[Collected data entries]
.....

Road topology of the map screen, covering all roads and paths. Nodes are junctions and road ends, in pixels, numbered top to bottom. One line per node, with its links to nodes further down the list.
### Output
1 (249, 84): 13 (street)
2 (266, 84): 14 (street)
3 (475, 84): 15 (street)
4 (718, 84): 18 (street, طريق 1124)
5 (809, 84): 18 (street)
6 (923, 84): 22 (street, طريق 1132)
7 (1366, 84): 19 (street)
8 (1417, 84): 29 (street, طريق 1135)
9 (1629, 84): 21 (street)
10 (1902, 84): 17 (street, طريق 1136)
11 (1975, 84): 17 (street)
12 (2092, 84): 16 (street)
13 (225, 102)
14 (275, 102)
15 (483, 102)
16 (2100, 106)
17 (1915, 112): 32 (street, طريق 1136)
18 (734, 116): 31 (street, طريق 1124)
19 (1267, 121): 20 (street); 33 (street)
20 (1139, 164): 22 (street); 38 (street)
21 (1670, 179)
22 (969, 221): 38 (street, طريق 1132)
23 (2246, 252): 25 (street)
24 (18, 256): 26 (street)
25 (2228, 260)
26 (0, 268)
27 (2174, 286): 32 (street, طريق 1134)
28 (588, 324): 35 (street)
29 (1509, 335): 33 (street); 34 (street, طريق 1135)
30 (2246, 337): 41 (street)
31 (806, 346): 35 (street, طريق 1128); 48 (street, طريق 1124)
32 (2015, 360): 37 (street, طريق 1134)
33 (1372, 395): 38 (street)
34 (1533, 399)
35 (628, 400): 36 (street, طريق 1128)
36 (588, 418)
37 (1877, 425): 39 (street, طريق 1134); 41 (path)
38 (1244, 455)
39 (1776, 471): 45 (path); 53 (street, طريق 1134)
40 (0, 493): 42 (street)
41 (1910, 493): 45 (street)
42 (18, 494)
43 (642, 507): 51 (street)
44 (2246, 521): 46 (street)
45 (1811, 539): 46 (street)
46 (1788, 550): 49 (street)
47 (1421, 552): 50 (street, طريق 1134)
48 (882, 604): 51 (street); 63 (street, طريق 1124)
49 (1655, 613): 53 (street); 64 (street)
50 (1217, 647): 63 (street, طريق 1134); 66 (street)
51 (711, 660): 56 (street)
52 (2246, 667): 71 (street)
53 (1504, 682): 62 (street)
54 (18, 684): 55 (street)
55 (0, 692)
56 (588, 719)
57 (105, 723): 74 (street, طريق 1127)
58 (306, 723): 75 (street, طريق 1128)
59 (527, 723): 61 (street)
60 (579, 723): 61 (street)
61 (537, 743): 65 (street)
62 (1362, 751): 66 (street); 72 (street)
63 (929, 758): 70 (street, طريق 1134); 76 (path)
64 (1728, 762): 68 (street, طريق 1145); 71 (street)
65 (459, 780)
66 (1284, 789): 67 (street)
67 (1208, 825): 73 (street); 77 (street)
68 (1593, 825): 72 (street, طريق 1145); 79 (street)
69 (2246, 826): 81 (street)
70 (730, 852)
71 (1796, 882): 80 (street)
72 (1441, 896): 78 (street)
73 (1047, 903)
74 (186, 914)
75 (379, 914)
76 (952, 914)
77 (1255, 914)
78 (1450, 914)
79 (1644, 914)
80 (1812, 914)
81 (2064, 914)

.....

### What you should do
Reproduce every line above, keeping each word exactly as it appears.

### Answer box
Road topology of the map screen, covering all roads and paths. Nodes are junctions and road ends, in pixels, numbered top to bottom. One line per node, with its links to nodes further down the list.
### Output
1 (249, 84): 13 (street)
2 (266, 84): 14 (street)
3 (475, 84): 15 (street)
4 (718, 84): 18 (street, طريق 1124)
5 (809, 84): 18 (street)
6 (923, 84): 22 (street, طريق 1132)
7 (1366, 84): 19 (street)
8 (1417, 84): 29 (street, طريق 1135)
9 (1629, 84): 21 (street)
10 (1902, 84): 17 (street, طريق 1136)
11 (1975, 84): 17 (street)
12 (2092, 84): 16 (street)
13 (225, 102)
14 (275, 102)
15 (483, 102)
16 (2100, 106)
17 (1915, 112): 32 (street, طريق 1136)
18 (734, 116): 31 (street, طريق 1124)
19 (1267, 121): 20 (street); 33 (street)
20 (1139, 164): 22 (street); 38 (street)
21 (1670, 179)
22 (969, 221): 38 (street, طريق 1132)
23 (2246, 252): 25 (street)
24 (18, 256): 26 (street)
25 (2228, 260)
26 (0, 268)
27 (2174, 286): 32 (street, طريق 1134)
28 (588, 324): 35 (street)
29 (1509, 335): 33 (street); 34 (street, طريق 1135)
30 (2246, 337): 41 (street)
31 (806, 346): 35 (street, طريق 1128); 48 (street, طريق 1124)
32 (2015, 360): 37 (street, طريق 1134)
33 (1372, 395): 38 (street)
34 (1533, 399)
35 (628, 400): 36 (street, طريق 1128)
36 (588, 418)
37 (1877, 425): 39 (street, طريق 1134); 41 (path)
38 (1244, 455)
39 (1776, 471): 45 (path); 53 (street, طريق 1134)
40 (0, 493): 42 (street)
41 (1910, 493): 45 (street)
42 (18, 494)
43 (642, 507): 51 (street)
44 (2246, 521): 46 (street)
45 (1811, 539): 46 (street)
46 (1788, 550): 49 (street)
47 (1421, 552): 50 (street, طريق 1134)
48 (882, 604): 51 (street); 63 (street, طريق 1124)
49 (1655, 613): 53 (street); 64 (street)
50 (1217, 647): 63 (street, طريق 1134); 66 (street)
51 (711, 660): 56 (street)
52 (2246, 667): 71 (street)
53 (1504, 682): 62 (street)
54 (18, 684): 55 (street)
55 (0, 692)
56 (588, 719)
57 (105, 723): 74 (street, طريق 1127)
58 (306, 723): 75 (street, طريق 1128)
59 (527, 723): 61 (street)
60 (579, 723): 61 (street)
61 (537, 743): 65 (street)
62 (1362, 751): 66 (street); 72 (street)
63 (929, 758): 70 (street, طريق 1134); 76 (path)
64 (1728, 762): 68 (street, طريق 1145); 71 (street)
65 (459, 780)
66 (1284, 789): 67 (street)
67 (1208, 825): 73 (street); 77 (street)
68 (1593, 825): 72 (street, طريق 1145); 79 (street)
69 (2246, 826): 81 (street)
70 (730, 852)
71 (1796, 882): 80 (street)
72 (1441, 896): 78 (street)
73 (1047, 903)
74 (186, 914)
75 (379, 914)
76 (952, 914)
77 (1255, 914)
78 (1450, 914)
79 (1644, 914)
80 (1812, 914)
81 (2064, 914)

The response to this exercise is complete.